- Data to examine -
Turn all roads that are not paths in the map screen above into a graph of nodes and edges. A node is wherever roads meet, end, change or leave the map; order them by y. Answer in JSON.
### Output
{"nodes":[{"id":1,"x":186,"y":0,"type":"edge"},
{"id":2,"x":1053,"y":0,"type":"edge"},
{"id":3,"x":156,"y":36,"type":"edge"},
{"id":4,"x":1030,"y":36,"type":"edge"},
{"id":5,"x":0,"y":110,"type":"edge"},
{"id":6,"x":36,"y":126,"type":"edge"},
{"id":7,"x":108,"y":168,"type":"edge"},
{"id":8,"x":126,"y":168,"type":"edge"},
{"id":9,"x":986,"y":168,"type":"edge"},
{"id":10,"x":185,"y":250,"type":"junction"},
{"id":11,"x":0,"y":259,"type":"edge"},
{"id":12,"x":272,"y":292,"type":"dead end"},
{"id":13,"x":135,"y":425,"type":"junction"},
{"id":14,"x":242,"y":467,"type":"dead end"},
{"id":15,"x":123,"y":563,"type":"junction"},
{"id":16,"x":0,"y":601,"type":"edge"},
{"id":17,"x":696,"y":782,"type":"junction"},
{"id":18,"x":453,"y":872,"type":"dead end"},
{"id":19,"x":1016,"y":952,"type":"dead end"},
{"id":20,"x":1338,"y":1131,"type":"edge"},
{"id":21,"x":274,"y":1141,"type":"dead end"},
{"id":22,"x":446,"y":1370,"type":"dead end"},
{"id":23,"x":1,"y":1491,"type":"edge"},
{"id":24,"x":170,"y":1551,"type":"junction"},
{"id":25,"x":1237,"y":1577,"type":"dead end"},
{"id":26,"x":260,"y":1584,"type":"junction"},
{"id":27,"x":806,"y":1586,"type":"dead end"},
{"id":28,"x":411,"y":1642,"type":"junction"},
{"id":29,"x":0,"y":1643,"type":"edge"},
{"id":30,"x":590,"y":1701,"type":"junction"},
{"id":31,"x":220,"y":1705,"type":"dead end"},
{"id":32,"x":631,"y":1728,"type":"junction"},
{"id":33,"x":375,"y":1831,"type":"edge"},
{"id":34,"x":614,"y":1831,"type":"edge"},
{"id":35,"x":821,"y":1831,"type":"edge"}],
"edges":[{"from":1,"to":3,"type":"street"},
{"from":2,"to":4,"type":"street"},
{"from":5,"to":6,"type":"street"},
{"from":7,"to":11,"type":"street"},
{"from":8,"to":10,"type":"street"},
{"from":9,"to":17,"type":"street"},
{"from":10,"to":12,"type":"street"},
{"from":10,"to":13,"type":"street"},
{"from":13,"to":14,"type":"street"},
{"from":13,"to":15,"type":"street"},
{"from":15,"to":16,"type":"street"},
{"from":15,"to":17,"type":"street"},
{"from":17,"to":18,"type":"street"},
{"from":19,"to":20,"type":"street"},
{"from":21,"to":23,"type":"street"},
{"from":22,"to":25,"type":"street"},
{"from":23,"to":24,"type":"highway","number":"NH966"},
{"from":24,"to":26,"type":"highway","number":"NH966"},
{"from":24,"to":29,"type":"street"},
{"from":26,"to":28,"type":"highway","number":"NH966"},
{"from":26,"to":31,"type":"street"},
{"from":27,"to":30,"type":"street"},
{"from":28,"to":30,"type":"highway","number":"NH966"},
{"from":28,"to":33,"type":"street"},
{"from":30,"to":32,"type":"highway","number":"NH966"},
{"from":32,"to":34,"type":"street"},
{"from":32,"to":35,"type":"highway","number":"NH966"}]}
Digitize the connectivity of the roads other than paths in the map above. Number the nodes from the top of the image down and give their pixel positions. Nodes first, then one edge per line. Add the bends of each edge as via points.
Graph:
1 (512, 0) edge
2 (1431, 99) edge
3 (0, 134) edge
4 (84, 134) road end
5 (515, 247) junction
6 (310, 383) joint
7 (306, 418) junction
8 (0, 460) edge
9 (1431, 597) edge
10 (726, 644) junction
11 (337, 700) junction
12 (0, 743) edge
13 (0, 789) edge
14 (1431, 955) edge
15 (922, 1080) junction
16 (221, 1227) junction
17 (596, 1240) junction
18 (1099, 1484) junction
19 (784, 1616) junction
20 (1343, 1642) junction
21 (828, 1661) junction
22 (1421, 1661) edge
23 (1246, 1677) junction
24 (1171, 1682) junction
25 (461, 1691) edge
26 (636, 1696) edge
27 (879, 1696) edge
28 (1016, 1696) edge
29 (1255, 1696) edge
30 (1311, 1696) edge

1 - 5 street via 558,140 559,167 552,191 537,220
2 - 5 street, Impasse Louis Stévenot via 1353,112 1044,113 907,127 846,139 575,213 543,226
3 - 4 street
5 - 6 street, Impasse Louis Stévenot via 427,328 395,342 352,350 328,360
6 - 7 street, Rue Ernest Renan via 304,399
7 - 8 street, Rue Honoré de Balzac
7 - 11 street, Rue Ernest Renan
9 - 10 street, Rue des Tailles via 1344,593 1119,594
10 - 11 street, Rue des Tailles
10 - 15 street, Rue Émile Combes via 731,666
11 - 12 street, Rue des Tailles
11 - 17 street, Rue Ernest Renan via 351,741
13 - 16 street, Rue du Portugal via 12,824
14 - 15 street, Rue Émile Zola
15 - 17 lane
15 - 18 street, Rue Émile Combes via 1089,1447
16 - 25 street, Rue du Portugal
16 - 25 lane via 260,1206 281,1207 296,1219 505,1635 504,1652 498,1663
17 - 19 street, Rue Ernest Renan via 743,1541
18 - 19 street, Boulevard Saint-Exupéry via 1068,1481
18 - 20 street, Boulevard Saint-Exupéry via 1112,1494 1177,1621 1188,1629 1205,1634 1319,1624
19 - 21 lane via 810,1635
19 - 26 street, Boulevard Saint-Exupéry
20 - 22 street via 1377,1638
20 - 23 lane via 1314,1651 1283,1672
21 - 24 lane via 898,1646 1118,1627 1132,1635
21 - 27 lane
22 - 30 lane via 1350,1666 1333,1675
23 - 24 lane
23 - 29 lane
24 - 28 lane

- Work task -
Repeat each entry exactly, so that nothing in the listing is lost.

- Solution to this problem -
Turn all roads that are not paths in the map screen above into a graph of nodes and edges. A node is wherever roads meet, end, change or leave the map; order them by y. Answer in JSON.
### Output
{"nodes":[{"id":1,"x":186,"y":0,"type":"edge"},
{"id":2,"x":1053,"y":0,"type":"edge"},
{"id":3,"x":156,"y":36,"type":"edge"},
{"id":4,"x":1030,"y":36,"type":"edge"},
{"id":5,"x":0,"y":110,"type":"edge"},
{"id":6,"x":36,"y":126,"type":"edge"},
{"id":7,"x":108,"y":168,"type":"edge"},
{"id":8,"x":126,"y":168,"type":"edge"},
{"id":9,"x":986,"y":168,"type":"edge"},
{"id":10,"x":185,"y":250,"type":"junction"},
{"id":11,"x":0,"y":259,"type":"edge"},
{"id":12,"x":272,"y":292,"type":"dead end"},
{"id":13,"x":135,"y":425,"type":"junction"},
{"id":14,"x":242,"y":467,"type":"dead end"},
{"id":15,"x":123,"y":563,"type":"junction"},
{"id":16,"x":0,"y":601,"type":"edge"},
{"id":17,"x":696,"y":782,"type":"junction"},
{"id":18,"x":453,"y":872,"type":"dead end"},
{"id":19,"x":1016,"y":952,"type":"dead end"},
{"id":20,"x":1338,"y":1131,"type":"edge"},
{"id":21,"x":274,"y":1141,"type":"dead end"},
{"id":22,"x":446,"y":1370,"type":"dead end"},
{"id":23,"x":1,"y":1491,"type":"edge"},
{"id":24,"x":170,"y":1551,"type":"junction"},
{"id":25,"x":1237,"y":1577,"type":"dead end"},
{"id":26,"x":260,"y":1584,"type":"junction"},
{"id":27,"x":806,"y":1586,"type":"dead end"},
{"id":28,"x":411,"y":1642,"type":"junction"},
{"id":29,"x":0,"y":1643,"type":"edge"},
{"id":30,"x":590,"y":1701,"type":"junction"},
{"id":31,"x":220,"y":1705,"type":"dead end"},
{"id":32,"x":631,"y":1728,"type":"junction"},
{"id":33,"x":375,"y":1831,"type":"edge"},
{"id":34,"x":614,"y":1831,"type":"edge"},
{"id":35,"x":821,"y":1831,"type":"edge"}],
"edges":[{"from":1,"to":3,"type":"street"},
{"from":2,"to":4,"type":"street"},
{"from":5,"to":6,"type":"street"},
{"from":7,"to":11,"type":"street"},
{"from":8,"to":10,"type":"street"},
{"from":9,"to":17,"type":"street"},
{"from":10,"to":12,"type":"street"},
{"from":10,"to":13,"type":"street"},
{"from":13,"to":14,"type":"street"},
{"from":13,"to":15,"type":"street"},
{"from":15,"to":16,"type":"street"},
{"from":15,"to":17,"type":"street"},
{"from":17,"to":18,"type":"street"},
{"from":19,"to":20,"type":"street"},
{"from":21,"to":23,"type":"street"},
{"from":22,"to":25,"type":"street"},
{"from":23,"to":24,"type":"highway","number":"NH966"},
{"from":24,"to":26,"type":"highway","number":"NH966"},
{"from":24,"to":29,"type":"street"},
{"from":26,"to":28,"type":"highway","number":"NH966"},
{"from":26,"to":31,"type":"street"},
{"from":27,"to":30,"type":"street"},
{"from":28,"to":30,"type":"highway","number":"NH966"},
{"from":28,"to":33,"type":"street"},
{"from":30,"to":32,"type":"highway","number":"NH966"},
{"from":32,"to":34,"type":"street"},
{"from":32,"to":35,"type":"highway","number":"NH966"}]}
Digitize the connectivity of the roads other than paths in the map above. Number the nodes from the top of the image down and give their pixel positions. Nodes first, then one edge per line. Add the bends of each edge as via points.
Graph:
1 (512, 0) edge
2 (1431, 99) edge
3 (0, 134) edge
4 (84, 134) road end
5 (515, 247) junction
6 (310, 383) joint
7 (306, 418) junction
8 (0, 460) edge
9 (1431, 597) edge
10 (726, 644) junction
11 (337, 700) junction
12 (0, 743) edge
13 (0, 789) edge
14 (1431, 955) edge
15 (922, 1080) junction
16 (221, 1227) junction
17 (596, 1240) junction
18 (1099, 1484) junction
19 (784, 1616) junction
20 (1343, 1642) junction
21 (828, 1661) junction
22 (1421, 1661) edge
23 (1246, 1677) junction
24 (1171, 1682) junction
25 (461, 1691) edge
26 (636, 1696) edge
27 (879, 1696) edge
28 (1016, 1696) edge
29 (1255, 1696) edge
30 (1311, 1696) edge

1 - 5 street via 558,140 559,167 552,191 537,220
2 - 5 street, Impasse Louis Stévenot via 1353,112 1044,113 907,127 846,139 575,213 543,226
3 - 4 street
5 - 6 street, Impasse Louis Stévenot via 427,328 395,342 352,350 328,360
6 - 7 street, Rue Ernest Renan via 304,399
7 - 8 street, Rue Honoré de Balzac
7 - 11 street, Rue Ernest Renan
9 - 10 street, Rue des Tailles via 1344,593 1119,594
10 - 11 street, Rue des Tailles
10 - 15 street, Rue Émile Combes via 731,666
11 - 12 street, Rue des Tailles
11 - 17 street, Rue Ernest Renan via 351,741
13 - 16 street, Rue du Portugal via 12,824
14 - 15 street, Rue Émile Zola
15 - 17 lane
15 - 18 street, Rue Émile Combes via 1089,1447
16 - 25 street, Rue du Portugal
16 - 25 lane via 260,1206 281,1207 296,1219 505,1635 504,1652 498,1663
17 - 19 street, Rue Ernest Renan via 743,1541
18 - 19 street, Boulevard Saint-Exupéry via 1068,1481
18 - 20 street, Boulevard Saint-Exupéry via 1112,1494 1177,1621 1188,1629 1205,1634 1319,1624
19 - 21 lane via 810,1635
19 - 26 street, Boulevard Saint-Exupéry
20 - 22 street via 1377,1638
20 - 23 lane via 1314,1651 1283,1672
21 - 24 lane via 898,1646 1118,1627 1132,1635
21 - 27 lane
22 - 30 lane via 1350,1666 1333,1675
23 - 24 lane
23 - 29 lane
24 - 28 lane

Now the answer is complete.